Paddle or no paddle? The question hovers,
unanswered, unanswerable, irrelevant as “Don’t Cry Sci-Fi Tiger” unfurls itself
from glowing speakers, claws unsheathing and retracting, tail swishing, mouth yawning.
It’s a languid, sleepy kind of afternoon, and Sci-Fi Tiger is not ready to
pounce. It lays in the shade on its own, contemplating something that may make
it sad. This is why we ask it not to cry.

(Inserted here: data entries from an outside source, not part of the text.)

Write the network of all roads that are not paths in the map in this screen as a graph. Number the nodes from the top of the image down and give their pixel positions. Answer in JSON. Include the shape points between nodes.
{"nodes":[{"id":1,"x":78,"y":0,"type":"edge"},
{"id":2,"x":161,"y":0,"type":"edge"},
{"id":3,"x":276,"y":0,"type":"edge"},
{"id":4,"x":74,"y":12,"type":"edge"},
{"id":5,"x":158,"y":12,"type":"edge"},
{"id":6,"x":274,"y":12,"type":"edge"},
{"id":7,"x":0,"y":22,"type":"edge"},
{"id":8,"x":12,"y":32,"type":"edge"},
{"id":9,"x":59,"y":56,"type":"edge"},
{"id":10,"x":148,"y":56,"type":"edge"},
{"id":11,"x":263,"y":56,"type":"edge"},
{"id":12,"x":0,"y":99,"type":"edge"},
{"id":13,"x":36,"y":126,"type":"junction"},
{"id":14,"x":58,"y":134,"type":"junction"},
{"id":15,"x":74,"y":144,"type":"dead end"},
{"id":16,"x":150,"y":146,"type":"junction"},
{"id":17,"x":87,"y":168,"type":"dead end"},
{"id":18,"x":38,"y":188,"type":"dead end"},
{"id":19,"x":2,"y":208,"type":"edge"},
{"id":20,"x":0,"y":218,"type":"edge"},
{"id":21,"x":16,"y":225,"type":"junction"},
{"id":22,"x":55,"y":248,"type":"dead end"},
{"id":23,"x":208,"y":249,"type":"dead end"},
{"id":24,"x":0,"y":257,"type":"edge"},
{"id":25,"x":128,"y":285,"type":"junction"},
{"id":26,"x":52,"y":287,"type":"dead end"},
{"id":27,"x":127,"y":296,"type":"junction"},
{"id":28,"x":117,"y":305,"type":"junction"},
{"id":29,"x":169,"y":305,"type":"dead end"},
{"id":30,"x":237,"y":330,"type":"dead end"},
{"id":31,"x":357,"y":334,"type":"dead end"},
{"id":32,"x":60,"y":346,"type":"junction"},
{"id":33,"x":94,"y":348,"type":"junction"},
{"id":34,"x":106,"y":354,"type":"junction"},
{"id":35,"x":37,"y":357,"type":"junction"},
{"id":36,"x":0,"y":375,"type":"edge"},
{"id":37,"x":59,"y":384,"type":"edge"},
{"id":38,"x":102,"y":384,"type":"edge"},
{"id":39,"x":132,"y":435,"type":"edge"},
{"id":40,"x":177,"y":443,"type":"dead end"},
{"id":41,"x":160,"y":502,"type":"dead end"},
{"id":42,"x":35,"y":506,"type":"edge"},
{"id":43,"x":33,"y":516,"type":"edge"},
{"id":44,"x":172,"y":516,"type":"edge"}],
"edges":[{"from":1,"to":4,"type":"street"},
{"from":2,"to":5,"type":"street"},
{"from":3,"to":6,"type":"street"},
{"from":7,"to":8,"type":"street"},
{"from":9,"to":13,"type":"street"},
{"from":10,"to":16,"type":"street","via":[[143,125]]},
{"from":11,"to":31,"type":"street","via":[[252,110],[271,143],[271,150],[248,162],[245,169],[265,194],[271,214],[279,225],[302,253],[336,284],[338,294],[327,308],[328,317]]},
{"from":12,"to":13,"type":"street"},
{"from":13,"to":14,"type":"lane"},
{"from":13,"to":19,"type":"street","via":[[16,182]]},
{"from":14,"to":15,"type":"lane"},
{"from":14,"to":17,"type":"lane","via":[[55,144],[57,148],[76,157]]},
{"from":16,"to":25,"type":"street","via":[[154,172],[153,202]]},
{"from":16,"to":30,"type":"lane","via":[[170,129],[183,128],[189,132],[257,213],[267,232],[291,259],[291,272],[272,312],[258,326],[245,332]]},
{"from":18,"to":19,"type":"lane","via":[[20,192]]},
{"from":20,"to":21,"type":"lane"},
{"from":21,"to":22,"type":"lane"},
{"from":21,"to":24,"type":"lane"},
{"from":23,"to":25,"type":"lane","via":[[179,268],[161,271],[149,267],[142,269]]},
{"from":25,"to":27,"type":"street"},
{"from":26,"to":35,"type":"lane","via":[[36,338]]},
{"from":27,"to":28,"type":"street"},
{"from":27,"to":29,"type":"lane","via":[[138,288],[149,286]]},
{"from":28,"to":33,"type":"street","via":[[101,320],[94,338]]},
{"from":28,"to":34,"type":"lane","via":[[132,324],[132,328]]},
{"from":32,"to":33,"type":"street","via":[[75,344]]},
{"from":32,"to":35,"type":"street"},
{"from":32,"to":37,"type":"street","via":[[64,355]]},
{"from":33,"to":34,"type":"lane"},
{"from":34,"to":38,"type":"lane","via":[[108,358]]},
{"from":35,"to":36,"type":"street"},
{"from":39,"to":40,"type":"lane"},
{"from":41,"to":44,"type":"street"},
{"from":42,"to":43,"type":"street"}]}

Shit Creek is from Bristol, which is in the UK
for those of you without a globe handy, and “Don’t Cry Sci-Fi Tiger” plays like
a storybook for children in a terrible alternate universe where children are in
charge somehow, demanding the adults to cater to their every whim while the
plot destructive plots but get too tired to really pull anything off. Somehow
that’s a place, because I conjured it, and there’s one of infinite alternate
realities that went this way. Anyhoo, Shit Creek plasters noisy elements to the
walls like they’re prize artworks on a refrigerator. Glommy guitar, syrupy
synths, plocky percussive elements, an annoying patience with getting to where
he’s going on a convoluted path that he’s plotted through detours and thickets
and diversions, and in the end it doesn’t go where it was planned to go anyway,
and there wasn’t even a plan to begin with.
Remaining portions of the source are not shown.